Doing Full-Text Searches in .NET with Sphinx - Part 2: Data Import

by Dennis 18. April 2013 11:52

This is the second post in a series that is intended as an introduction to Sphinx for .NET developers who have not yet heard of Sphinx and are looking for a powerful full-text search engine for their websites or applications. The first part of this series served as an introduction to Sphinx, in this part we’ll get our hands dirty and start working on our ASP.NET MVC based sample application.

We’ll be creating a simple website that will allow us to search through Stackoverflow data (or rather the posts made by Stackoverflow users). The Stackoverflow team kindly provides this data under a Creative Commons license in an XML format. As the dataset is pretty large, just the posts are 7 GB in size (uncompressed), we’ll only use about 10,000 posts for demonstration purposes. A file with only these posts is included in the download so you won’t have to download the whole archive.

Having an existing set of data that needs to be imported into Sphinx is probably the most common scenario when people start to work with Sphinx. We will begin by creating the document model class and the Sphinx configuration file. We will be storing the documents in a real-time index, so we also need to create a small program to read the input data from the XML file.

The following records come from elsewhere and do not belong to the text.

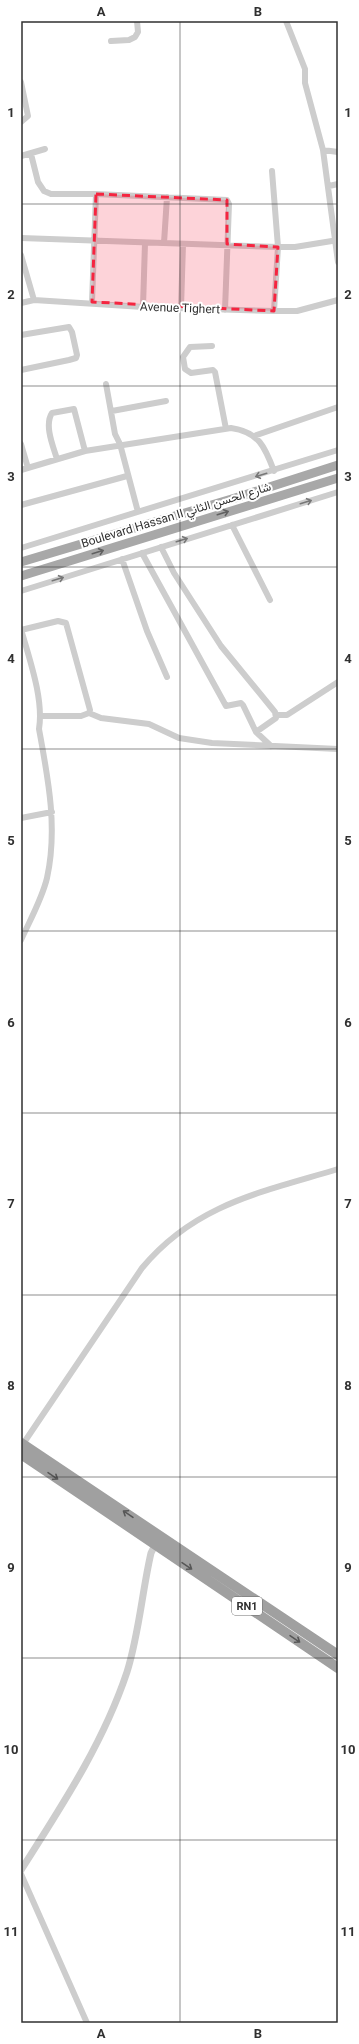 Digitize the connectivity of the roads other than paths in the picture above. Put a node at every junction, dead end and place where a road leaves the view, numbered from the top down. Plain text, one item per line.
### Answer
1 (137, 21) edge
2 (286, 21) edge
3 (111, 41) dead end
4 (21, 86) edge
5 (21, 122) edge
6 (45, 148) dead end
7 (323, 150) junction
8 (338, 152) edge
9 (31, 154) junction
10 (21, 156) edge
11 (272, 171) dead end
12 (338, 184) edge
13 (329, 186) junction
14 (96, 194) junction
15 (167, 197) junction
16 (21, 238) edge
17 (337, 240) edge
18 (93, 241) junction
19 (145, 243) junction
20 (164, 243) junction
21 (183, 244) junction
22 (227, 244) junction
23 (278, 247) junction
24 (21, 255) edge
25 (338, 262) edge
26 (34, 300) junction
27 (338, 300) edge
28 (92, 302) junction
29 (21, 303) edge
30 (143, 307) junction
31 (181, 308) junction
32 (225, 310) junction
33 (274, 311) junction
34 (21, 335) edge
35 (212, 346) dead end
36 (21, 370) edge
37 (106, 384) dead end
38 (166, 401) dead end
39 (338, 407) edge
40 (112, 411) junction
41 (226, 429) junction
42 (254, 436) junction
43 (21, 444) edge
44 (120, 444) junction
45 (338, 450) edge
46 (85, 451) junction
47 (57, 459) junction
48 (338, 465) edge
49 (28, 468) junction
50 (21, 470) edge
51 (274, 471) junction
52 (127, 476) junction
53 (338, 478) edge
54 (338, 492) edge
55 (21, 505) edge
56 (138, 512) junction
57 (232, 525) junction
58 (161, 547) junction
59 (21, 548) edge
60 (142, 553) junction
61 (122, 559) junction
62 (21, 562) edge
63 (21, 576) edge
64 (21, 591) edge
65 (270, 600) dead end
66 (21, 629) edge
67 (167, 678) dead end
68 (338, 682) edge
69 (89, 713) junction
70 (276, 715) junction
71 (41, 716) junction
72 (256, 732) junction
73 (271, 746) junction
74 (338, 750) edge
75 (52, 812) junction
76 (21, 818) edge
77 (21, 940) edge
78 (338, 1169) edge
79 (22, 1447) edge
80 (158, 1540) junction
81 (338, 1655) edge
82 (338, 1668) edge
83 (21, 1870) edge
84 (21, 1874) edge
85 (87, 2023) edge

1 - 3 street
2 - 7 street
4 - 5 street
6 - 9 street
7 - 8 street
7 - 13 street
9 - 10 street
9 - 14 street
11 - 23 street
12 - 13 street
13 - 17 street
14 - 15 street
14 - 18 street
15 - 20 street
15 - 22 street
16 - 18 street
17 - 23 street
17 - 25 street
18 - 19 street
18 - 28 street
19 - 20 street
19 - 30 street
20 - 21 street
21 - 22 street
21 - 31 street
22 - 23 street
22 - 32 street
23 - 33 street
24 - 26 street
26 - 28 street, Avenue Tighert
26 - 29 street, Avenue Tighert
27 - 33 street, Avenue Tighert
28 - 30 street, Avenue Tighert
30 - 31 street, Avenue Tighert
31 - 32 street, Avenue Tighert
32 - 33 street, Avenue Tighert
34 - 36 street
35 - 41 street
37 - 40 street
38 - 40 street
39 - 42 street
40 - 44 street
41 - 42 street
41 - 44 street
42 - 51 street
43 - 49 street
44 - 46 street
44 - 52 street
45 - 51 street
46 - 47 street
46 - 47 street
47 - 49 street
48 - 62 main road, Boulevard Hassan II شارع الحسن الثاني
49 - 50 street
51 -> 56 street
52 - 55 street
52 - 56 street
63 -> 53 main road, Boulevard Hassan II شارع الحسن الثاني
57 -> 54 street
56 - 59 street
58 -> 57 street
57 - 65 street
58 - 60 street
58 - 70 street
60 - 61 street
60 - 72 street
64 -> 61 street
61 - 67 street
66 - 69 street
66 - 71 street
68 - 70 street
69 - 71 street
69 - 73 street
70 - 72 street
71 - 75 street
72 - 73 street
73 - 74 street
75 - 76 street
75 - 77 street
78 - 79 street
79 - 80 highway, RN1
80 - 81 highway, RN1
80 -> 82 highway, RN1
80 - 83 street
84 - 85 street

The current state of this sample application is available for download, it uses .NET 4.0, ASP.NET MVC3, Sphinx 2.1.1, SphinxConnector.NET and contains a Visual Studio 2010 solution. It contains the console application for importing data and the web application which will be described in detail in the next part. Please note that the layout of the website is simple and might have some display quirks as I don’t want to spend too much time on making it look pretty.

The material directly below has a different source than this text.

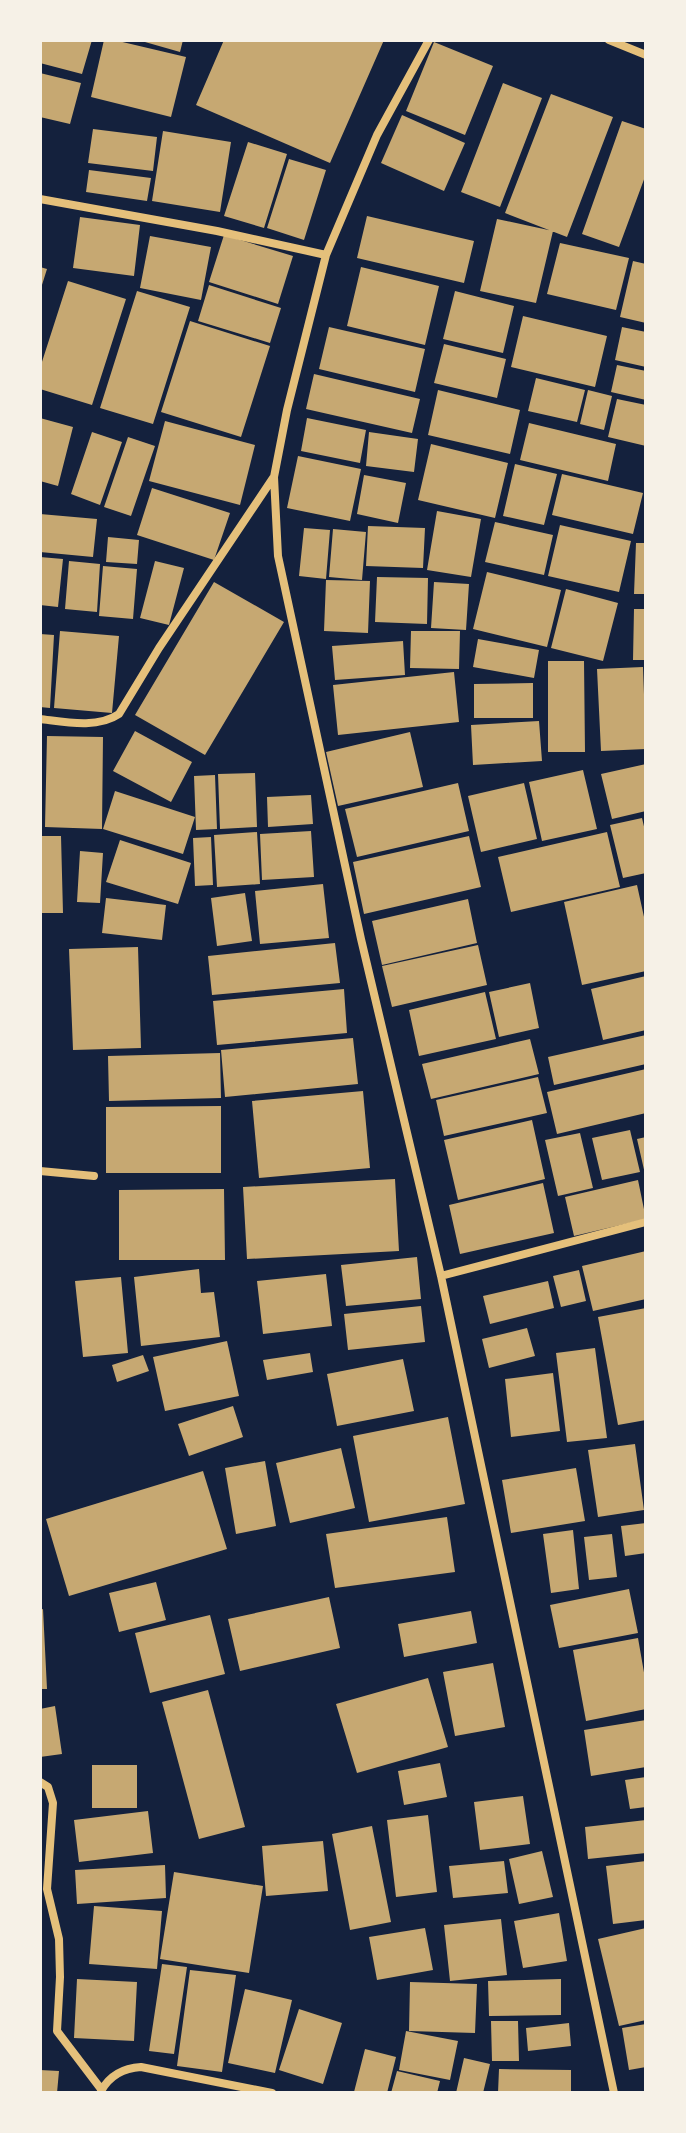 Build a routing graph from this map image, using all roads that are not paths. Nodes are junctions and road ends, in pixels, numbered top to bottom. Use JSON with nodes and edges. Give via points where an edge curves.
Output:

Creating the Document Model

The first step is to determine which part of the data should be stored in the index. One approach is to store only the bare minimum that is needed for full-text searches. Often, this requires that after the search the original data is retrieved from the data source, most likely a database, to display a meaningful search result to the user. As this requires one or more additional network round trips, I personally like to store as much data in the index as is needed (and feasible) to avoid this overhead.

In this example we’ll be storing everything in the index, because it reduces the complexity of the example. For instance, we use Sphinx to display the questions on the front page, which does not involve searching at all. But, storing your complete dataset in Sphinx is usually not a good idea because it can drastically increase the resources needed by Sphinx. Also Sphinx isn’t a database and shouldn’t be treated as such, for instance it doesn’t execute certain types of queries as efficient as a database would (though there are a some tricks for that). We are doing this here for the sake of simplicity, and it might even be feasible in some cases, but should be done with care!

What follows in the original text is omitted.